*DATA TO EXAMINE:*
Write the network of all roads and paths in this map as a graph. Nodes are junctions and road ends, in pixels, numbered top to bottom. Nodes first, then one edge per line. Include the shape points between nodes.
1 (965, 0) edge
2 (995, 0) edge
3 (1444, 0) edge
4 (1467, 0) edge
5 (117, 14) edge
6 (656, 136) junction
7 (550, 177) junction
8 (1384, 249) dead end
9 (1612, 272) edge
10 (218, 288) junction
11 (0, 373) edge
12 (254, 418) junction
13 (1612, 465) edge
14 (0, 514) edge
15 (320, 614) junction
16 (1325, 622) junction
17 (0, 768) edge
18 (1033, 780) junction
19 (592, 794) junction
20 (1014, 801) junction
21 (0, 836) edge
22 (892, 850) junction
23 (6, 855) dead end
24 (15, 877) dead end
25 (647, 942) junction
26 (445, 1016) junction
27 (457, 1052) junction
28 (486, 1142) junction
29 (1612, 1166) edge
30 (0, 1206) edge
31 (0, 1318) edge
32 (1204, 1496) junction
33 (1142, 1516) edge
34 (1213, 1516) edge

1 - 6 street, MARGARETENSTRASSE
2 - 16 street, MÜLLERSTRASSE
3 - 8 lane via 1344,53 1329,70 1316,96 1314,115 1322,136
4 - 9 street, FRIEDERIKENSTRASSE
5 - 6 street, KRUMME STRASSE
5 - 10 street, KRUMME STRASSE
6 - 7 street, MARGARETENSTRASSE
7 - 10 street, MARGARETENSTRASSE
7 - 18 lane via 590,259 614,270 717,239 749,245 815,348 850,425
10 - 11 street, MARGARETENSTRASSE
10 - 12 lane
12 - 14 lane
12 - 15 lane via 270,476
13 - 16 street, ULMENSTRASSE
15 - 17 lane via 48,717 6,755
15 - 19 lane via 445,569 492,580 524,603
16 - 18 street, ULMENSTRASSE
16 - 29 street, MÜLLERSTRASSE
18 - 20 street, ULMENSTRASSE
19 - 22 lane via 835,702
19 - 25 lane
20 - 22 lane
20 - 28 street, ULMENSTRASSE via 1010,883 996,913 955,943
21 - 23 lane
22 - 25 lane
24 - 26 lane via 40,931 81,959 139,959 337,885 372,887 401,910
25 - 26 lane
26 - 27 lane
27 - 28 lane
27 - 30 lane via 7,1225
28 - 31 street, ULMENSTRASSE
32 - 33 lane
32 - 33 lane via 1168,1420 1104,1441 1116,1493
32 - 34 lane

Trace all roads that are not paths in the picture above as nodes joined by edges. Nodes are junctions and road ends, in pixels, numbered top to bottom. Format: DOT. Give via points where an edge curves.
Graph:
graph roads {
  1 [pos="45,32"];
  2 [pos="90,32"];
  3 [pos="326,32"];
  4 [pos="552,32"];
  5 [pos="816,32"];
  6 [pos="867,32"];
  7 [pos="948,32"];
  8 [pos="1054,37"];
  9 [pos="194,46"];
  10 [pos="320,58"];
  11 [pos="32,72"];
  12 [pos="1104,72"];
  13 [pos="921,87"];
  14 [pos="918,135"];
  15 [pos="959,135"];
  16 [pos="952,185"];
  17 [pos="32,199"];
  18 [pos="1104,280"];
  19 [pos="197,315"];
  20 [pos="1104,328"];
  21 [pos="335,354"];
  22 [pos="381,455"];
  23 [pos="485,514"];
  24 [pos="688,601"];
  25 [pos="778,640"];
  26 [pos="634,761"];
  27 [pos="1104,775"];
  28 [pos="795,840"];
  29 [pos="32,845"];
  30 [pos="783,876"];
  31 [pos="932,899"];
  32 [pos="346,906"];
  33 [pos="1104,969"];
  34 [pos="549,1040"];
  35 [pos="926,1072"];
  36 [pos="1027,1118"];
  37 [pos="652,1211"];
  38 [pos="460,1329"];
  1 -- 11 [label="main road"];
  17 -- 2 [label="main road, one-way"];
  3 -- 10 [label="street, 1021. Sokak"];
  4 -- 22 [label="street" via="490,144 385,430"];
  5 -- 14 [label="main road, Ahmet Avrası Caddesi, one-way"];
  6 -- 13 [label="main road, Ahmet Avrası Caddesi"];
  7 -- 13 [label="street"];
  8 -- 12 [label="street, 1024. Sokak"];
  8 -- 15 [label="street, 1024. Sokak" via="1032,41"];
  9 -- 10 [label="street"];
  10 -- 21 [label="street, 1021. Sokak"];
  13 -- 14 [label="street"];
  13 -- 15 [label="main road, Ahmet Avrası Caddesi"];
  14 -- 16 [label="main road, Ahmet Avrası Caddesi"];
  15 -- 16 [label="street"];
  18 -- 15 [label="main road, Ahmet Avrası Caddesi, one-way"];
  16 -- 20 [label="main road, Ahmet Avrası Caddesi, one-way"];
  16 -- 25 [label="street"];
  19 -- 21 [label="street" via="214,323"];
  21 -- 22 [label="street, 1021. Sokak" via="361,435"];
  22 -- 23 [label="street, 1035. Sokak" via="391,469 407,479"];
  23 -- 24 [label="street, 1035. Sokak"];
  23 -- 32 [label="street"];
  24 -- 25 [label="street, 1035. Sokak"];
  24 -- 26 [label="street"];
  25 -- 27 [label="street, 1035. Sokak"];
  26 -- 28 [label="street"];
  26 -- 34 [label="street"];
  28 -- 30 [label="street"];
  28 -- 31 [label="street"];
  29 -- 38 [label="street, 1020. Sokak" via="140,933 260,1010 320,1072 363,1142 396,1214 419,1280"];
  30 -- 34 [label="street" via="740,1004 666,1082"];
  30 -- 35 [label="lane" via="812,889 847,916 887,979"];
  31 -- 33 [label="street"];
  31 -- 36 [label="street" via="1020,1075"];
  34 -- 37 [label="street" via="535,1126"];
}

*AIM OF THE EXERCISE:* Scan the listing above. Gather each line that contains the word "Caddesi".

*RESULT FOR THIS TASK:*
  5 -- 14 [label="main road, Ahmet Avrası Caddesi, one-way"];
  6 -- 13 [label="main road, Ahmet Avrası Caddesi"];
  13 -- 15 [label="main road, Ahmet Avrası Caddesi"];
  14 -- 16 [label="main road, Ahmet Avrası Caddesi"];
  18 -- 15 [label="main road, Ahmet Avrası Caddesi, one-way"];
  16 -- 20 [label="main road, Ahmet Avrası Caddesi, one-way"];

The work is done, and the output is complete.